Today’s data tooling (Spark, Presto, Snowflake) was built for a world of tabular data analytics, but does not generalize to the needs of modern ML/AI such as multimodal data, heterogenous compute and user-defined Python algorithms.
Eventual and Daft Bridge that gap, making ML/AI workloads easy to run alongside traditional tabular workloads.
About The Role
At Eventual, we’re pushing the boundaries of artificial intelligence and large-scale distributed data systems. As a Research Engineer focused on AI Pretraining, you will operate at the intersection of cutting-edge AI research and scalable system development.
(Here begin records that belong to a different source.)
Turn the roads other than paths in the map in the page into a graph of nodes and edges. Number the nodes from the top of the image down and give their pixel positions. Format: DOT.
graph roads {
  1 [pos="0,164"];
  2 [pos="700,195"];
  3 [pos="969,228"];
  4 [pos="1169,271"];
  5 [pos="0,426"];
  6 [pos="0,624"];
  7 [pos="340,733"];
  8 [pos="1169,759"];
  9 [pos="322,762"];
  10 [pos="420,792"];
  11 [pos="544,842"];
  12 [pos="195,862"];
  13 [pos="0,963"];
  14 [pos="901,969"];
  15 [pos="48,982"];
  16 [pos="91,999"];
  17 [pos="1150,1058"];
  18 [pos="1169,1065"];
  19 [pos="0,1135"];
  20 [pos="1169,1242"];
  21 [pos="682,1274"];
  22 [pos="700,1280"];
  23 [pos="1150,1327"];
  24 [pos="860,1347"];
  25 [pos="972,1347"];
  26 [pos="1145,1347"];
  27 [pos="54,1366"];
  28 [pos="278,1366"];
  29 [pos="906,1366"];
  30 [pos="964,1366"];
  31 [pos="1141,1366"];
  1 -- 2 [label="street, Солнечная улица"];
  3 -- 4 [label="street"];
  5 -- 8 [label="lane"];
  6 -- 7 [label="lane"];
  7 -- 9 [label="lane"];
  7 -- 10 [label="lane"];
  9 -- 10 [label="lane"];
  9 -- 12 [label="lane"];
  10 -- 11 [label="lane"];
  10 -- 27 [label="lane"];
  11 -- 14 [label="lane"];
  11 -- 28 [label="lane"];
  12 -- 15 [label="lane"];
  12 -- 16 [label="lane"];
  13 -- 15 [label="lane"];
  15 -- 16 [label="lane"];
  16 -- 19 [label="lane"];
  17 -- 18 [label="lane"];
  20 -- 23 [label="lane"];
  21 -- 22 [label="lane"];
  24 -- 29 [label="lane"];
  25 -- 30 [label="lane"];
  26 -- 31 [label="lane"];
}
Your work will involve implementing advanced dataset and model training techniques—including multimodal learning, synthetic data generation, and reinforcement learning from human feedback (RLHF)—to drive innovation and performance on the Daft data engine.
In this role, you will collaborate closely with the Daft data engine team to build and optimize a high-performance data engine, ensuring it meets the scale and demands of modern AI workloads.
Key Responsibilities:
- Build model pretraining pipelines: build training and data pipelines in a principled and observable manner using state-of-the-art data techniques
- Develop a set of benchmarks: design and define the benchmarks for AI data workloads
- Data Engineering for AI: Collaborate with our data engine team to design and optimize the Daft data engine for these targeted AI data workloads on massive 100TB+ datasets
- AI Research: Stay at the forefront of AI research, incorporating the latest advancements into our data engine and platform capabilities
What we look for:
- Strong programming skills in Python, with experience in deep learning frameworks such as PyTorch or TensorFlow.
- Deep understanding of transformer architectures, self-supervised learning, and AI model training techniques.
- Experience with distributed training frameworks (e.g., DeepSpeed, FSDP, Horovod) and efficient model parallelism.
- Expertise in data pipelines and large-scale dataset management.
- Familiarity with ML compilers, kernel optimizations, and GPU acceleration is a plus.
- Familiarity with systems programming (Rust, C++) is a plus.
- PhD or equivalent research experience in Machine Learning, Computer Science, or related fields is preferred.
Why Join Eventual?
- Work alongside world-class experts in distributed computing and AI research.
- Build the next generation of scalable AI infrastructure and training techniques.
- Competitive salary, equity, and top-tier benefits.
- A collaborative, engineering-driven environment where innovation thrives.
Benefits and Remote Work
We are believers in both having the flexibility of remote work but also the importance of in-person work, especially at the earliest stages of a startup. We have a flexible hybrid approach to in-person work with at least 3 days of in-person work typically from Monday – Wednesday at our office in San Francisco.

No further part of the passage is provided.